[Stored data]
+---+

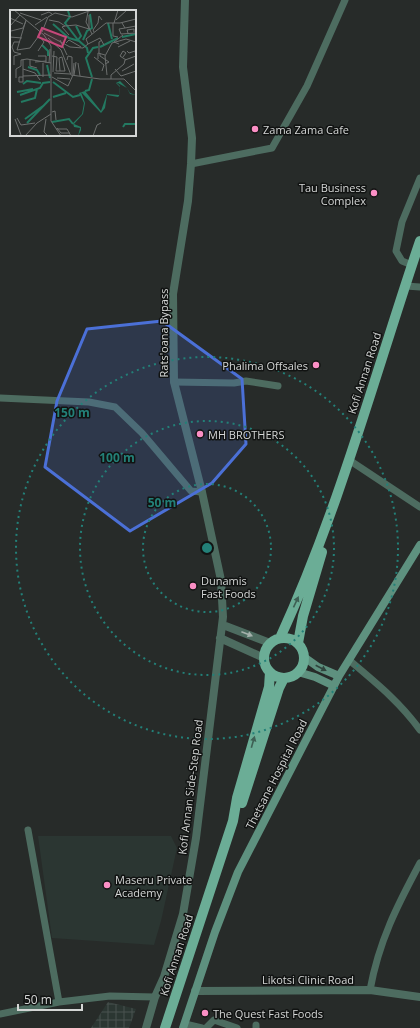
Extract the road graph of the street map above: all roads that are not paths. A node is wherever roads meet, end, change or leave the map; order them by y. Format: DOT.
graph roads {
  1 [pos="185,0"];
  2 [pos="346,0"];
  3 [pos="191,164"];
  4 [pos="420,178"];
  5 [pos="420,241"];
  6 [pos="412,265"];
  7 [pos="406,286"];
  8 [pos="420,287"];
  9 [pos="174,382"];
  10 [pos="278,386"];
  11 [pos="0,398"];
  12 [pos="349,460"];
  13 [pos="202,492"];
  14 [pos="420,507"];
  15 [pos="331,513"];
  16 [pos="420,545"];
  17 [pos="417,555"];
  18 [pos="223,625"];
  19 [pos="220,638"];
  20 [pos="280,638"];
  21 [pos="270,643"];
  22 [pos="298,643"];
  23 [pos="264,658"];
  24 [pos="304,658"];
  25 [pos="348,660"];
  26 [pos="270,672"];
  27 [pos="298,672"];
  28 [pos="339,676"];
  29 [pos="284,678"];
  30 [pos="334,686"];
  31 [pos="420,730"];
  32 [pos="233,821"];
  33 [pos="28,830"];
  34 [pos="420,863"];
  35 [pos="370,990"];
  36 [pos="195,991"];
  37 [pos="155,997"];
  38 [pos="420,997"];
  39 [pos="59,1002"];
  40 [pos="0,1014"];
  41 [pos="184,1026"];
  42 [pos="146,1028"];
  43 [pos="164,1028"];
  44 [pos="202,1028"];
  45 [pos="206,1028"];
  46 [pos="237,1028"];
  1 -- 3 [label="street, Rats'oana Bypass"];
  2 -- 3 [label="street"];
  3 -- 9 [label="street, Rats'oana Bypass"];
  4 -- 6 [label="street"];
  5 -- 6 [label="main road, Kofi Annan Road"];
  6 -- 7 [label="main road, Kofi Annan Road"];
  7 -- 8 [label="street"];
  7 -- 12 [label="main road, Kofi Annan Road"];
  9 -- 10 [label="street"];
  9 -- 13 [label="street, Rats'oana Bypass"];
  11 -- 13 [label="street"];
  12 -- 14 [label="street"];
  12 -- 15 [label="main road, Kofi Annan Road"];
  13 -- 18 [label="street, Rats'oana Bypass"];
  20 -- 15 [label="main road, Kofi Annan Road, one-way"];
  15 -- 22 [label="main road, Kofi Annan Road"];
  16 -- 17 [label="main road, Thetsane Hospital Road"];
  17 -- 25 [label="main road, Thetsane Hospital Road"];
  18 -- 19 [label="street, Rats'oana Bypass"];
  18 -- 21 [label="street, one-way"];
  19 -- 23 [label="street"];
  19 -- 37 [label="street, Kofi Annan Side-Step Road"];
  20 -- 21 [label="main road"];
  20 -- 22 [label="main road"];
  21 -- 23 [label="main road"];
  22 -- 24 [label="main road"];
  23 -- 26 [label="main road"];
  24 -- 27 [label="main road"];
  24 -- 28 [label="main road, one-way"];
  25 -- 28 [label="main road, Thetsane Hospital Road"];
  25 -- 31 [label="street"];
  26 -- 29 [label="main road"];
  32 -- 26 [label="main road, Kofi Annan Road, one-way"];
  27 -- 29 [label="main road"];
  27 -- 30 [label="main road"];
  28 -- 30 [label="main road, Thetsane Hospital Road"];
  29 -- 32 [label="main road, Kofi Annan Road"];
  30 -- 36 [label="main road, Thetsane Hospital Road"];
  32 -- 43 [label="main road, Kofi Annan Road"];
  33 -- 39 [label="street"];
  34 -- 35 [label="street"];
  35 -- 36 [label="street, Likotsi Clinic Road"];
  35 -- 38 [label="street, Likotsi Clinic Road"];
  36 -- 41 [label="main road, Thetsane Hospital Road"];
  37 -- 39 [label="street"];
  37 -- 42 [label="street, Kofi Annan Side-Step Road"];
  39 -- 40 [label="street"];
  41 -- 44 [label="street"];
  45 -- 46 [label="street"];
}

+---+

**HOW TO COMPLETE THIS TASK:**
Each line above that holds the string "Likotsi" should be copied and shown.

**ANSWER FOR THIS EXERCISE:**
  35 -- 36 [label="street, Likotsi Clinic Road"];
  35 -- 38 [label="street, Likotsi Clinic Road"];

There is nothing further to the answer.